(Stored data entries)
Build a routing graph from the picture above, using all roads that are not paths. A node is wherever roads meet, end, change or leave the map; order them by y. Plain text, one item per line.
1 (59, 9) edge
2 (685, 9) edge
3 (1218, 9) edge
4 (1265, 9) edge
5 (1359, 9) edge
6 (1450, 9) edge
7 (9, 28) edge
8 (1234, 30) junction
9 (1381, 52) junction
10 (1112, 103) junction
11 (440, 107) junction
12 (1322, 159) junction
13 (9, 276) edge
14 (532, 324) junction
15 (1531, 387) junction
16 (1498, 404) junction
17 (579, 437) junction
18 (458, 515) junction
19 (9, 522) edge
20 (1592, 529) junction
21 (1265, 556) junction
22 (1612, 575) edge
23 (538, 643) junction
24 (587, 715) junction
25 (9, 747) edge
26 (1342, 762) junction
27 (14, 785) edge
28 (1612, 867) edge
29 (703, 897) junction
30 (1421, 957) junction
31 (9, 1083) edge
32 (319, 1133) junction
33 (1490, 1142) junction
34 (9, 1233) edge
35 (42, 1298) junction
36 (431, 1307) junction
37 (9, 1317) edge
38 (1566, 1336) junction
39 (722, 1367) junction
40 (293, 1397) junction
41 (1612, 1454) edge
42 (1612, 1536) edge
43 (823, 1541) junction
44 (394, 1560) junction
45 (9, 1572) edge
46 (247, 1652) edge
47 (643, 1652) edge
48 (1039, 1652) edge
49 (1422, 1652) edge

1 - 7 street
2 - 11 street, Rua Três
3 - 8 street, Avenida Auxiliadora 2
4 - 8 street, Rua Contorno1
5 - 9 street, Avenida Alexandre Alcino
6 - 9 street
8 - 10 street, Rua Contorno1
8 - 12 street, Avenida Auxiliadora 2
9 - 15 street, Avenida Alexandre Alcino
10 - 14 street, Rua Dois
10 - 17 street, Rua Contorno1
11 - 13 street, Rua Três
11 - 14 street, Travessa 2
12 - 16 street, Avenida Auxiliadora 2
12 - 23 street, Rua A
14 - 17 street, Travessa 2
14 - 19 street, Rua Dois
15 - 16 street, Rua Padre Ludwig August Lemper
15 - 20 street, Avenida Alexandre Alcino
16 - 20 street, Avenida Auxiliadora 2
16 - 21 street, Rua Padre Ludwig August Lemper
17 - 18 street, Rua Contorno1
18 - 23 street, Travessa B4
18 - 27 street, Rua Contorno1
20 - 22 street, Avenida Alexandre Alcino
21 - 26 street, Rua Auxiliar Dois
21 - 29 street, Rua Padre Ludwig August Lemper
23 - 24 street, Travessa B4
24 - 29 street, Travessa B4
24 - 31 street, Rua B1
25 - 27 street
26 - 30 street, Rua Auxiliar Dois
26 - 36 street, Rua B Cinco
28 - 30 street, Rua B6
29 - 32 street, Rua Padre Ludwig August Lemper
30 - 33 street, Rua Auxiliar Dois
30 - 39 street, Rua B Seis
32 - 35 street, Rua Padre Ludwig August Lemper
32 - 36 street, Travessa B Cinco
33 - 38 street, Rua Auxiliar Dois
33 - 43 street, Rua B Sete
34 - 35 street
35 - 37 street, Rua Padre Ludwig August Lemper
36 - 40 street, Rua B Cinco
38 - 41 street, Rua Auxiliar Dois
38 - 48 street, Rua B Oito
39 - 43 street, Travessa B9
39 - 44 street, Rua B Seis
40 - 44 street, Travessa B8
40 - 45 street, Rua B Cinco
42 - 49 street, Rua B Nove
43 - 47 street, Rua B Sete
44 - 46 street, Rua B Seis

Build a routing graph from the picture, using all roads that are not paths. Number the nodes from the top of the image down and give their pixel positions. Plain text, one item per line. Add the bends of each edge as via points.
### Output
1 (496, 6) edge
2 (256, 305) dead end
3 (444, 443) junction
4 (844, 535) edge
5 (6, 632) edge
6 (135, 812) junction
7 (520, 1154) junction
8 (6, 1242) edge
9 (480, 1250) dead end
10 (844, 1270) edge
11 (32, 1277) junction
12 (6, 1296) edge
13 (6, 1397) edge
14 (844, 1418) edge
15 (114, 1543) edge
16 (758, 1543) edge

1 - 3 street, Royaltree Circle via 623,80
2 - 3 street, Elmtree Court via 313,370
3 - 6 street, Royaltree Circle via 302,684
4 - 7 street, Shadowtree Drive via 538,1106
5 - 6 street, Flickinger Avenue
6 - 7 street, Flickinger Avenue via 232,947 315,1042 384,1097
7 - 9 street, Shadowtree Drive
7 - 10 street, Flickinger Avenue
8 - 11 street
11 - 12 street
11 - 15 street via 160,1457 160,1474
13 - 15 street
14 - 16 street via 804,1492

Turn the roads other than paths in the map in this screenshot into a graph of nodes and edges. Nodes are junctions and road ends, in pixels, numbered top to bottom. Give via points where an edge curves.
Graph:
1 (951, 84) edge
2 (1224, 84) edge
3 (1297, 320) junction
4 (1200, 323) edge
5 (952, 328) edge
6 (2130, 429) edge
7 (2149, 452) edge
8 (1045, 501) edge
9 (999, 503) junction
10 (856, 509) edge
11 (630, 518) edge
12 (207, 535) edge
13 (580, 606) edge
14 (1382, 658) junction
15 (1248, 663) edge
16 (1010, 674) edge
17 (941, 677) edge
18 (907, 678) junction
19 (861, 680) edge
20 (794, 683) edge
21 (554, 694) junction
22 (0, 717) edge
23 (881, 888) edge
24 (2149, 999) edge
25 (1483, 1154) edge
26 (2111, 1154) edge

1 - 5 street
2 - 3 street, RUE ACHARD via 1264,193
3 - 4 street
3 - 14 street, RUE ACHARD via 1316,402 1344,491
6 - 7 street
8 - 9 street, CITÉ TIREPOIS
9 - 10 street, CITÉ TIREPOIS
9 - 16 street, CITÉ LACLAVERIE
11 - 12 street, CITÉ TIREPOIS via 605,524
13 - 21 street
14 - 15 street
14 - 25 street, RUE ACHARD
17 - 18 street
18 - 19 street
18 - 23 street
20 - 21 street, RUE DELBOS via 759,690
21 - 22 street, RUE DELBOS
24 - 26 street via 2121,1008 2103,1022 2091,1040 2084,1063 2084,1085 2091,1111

ASSIGNMENT
Which lines in the records above contain the string "picture"? Copy each one.

WRITTEN ANSWER
Build a routing graph from the picture above, using all roads that are not paths. A node is wherever roads meet, end, change or leave the map; order them by y. Plain text, one item per line.
Build a routing graph from the picture, using all roads that are not paths. Number the nodes from the top of the image down and give their pixel positions. Plain text, one item per line. Add the bends of each edge as via points.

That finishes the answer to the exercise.